> **Exercise inputs**
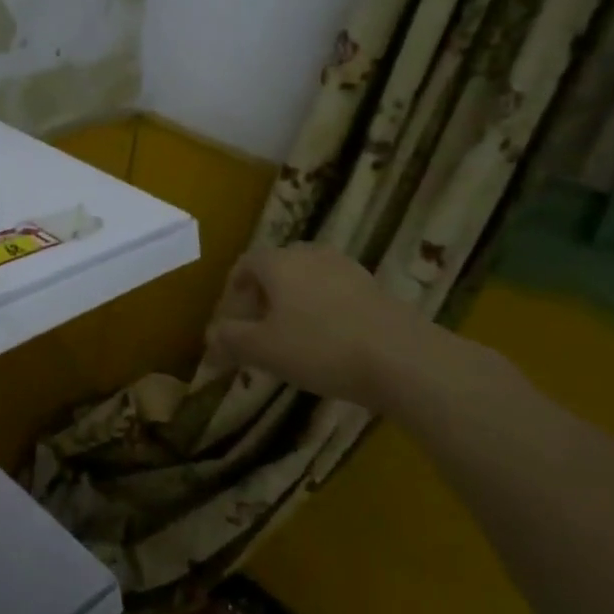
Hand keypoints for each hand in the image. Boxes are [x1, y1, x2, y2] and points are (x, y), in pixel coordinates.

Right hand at [205, 244, 477, 410]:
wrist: (403, 358)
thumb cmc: (320, 348)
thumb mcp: (264, 350)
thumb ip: (231, 339)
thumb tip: (210, 336)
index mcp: (279, 261)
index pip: (244, 265)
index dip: (232, 293)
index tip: (232, 323)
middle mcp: (311, 254)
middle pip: (276, 270)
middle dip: (262, 299)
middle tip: (259, 332)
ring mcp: (346, 268)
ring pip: (306, 281)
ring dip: (293, 305)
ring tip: (293, 341)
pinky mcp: (374, 287)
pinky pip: (334, 293)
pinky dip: (322, 312)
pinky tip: (328, 343)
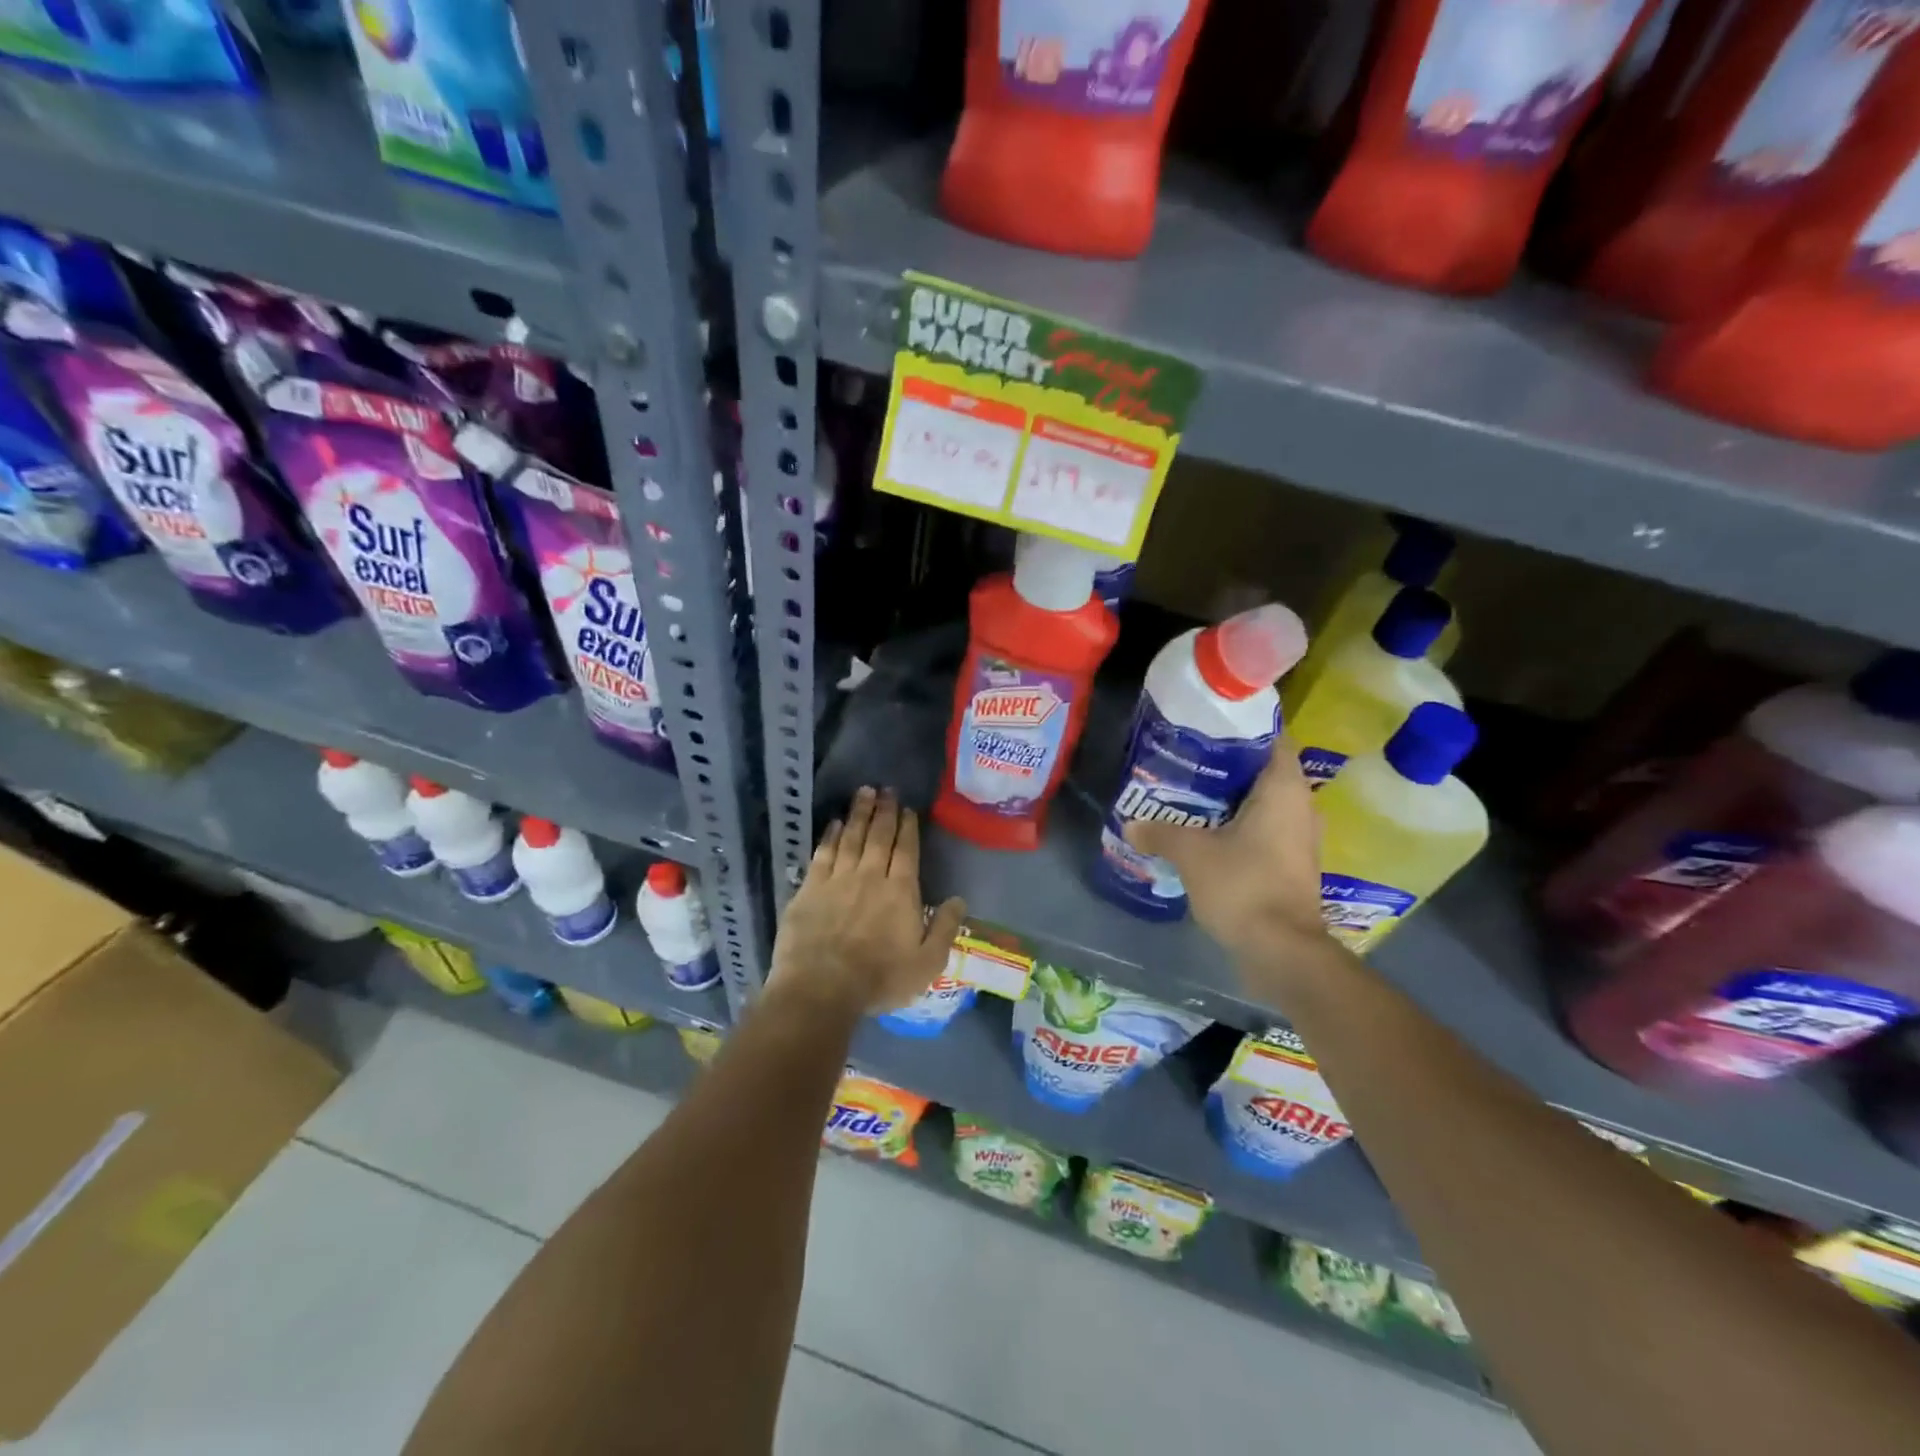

> **What the exercise asks**
Your answer should hold only the lines from the line with "middle mcp: (311, 254)" through the closing line of the records, restated exactly and free of pictures.

> **Finished task**
middle mcp: (311, 254)
middle pip: (276, 270)
middle dip: (262, 299)
middle tip: (259, 332)
ring mcp: (346, 268)
ring pip: (306, 281)
ring dip: (293, 305)
ring tip: (293, 341)
pinky mcp: (374, 287)
pinky pip: (334, 293)
pinky dip: (322, 312)
pinky tip: (328, 343)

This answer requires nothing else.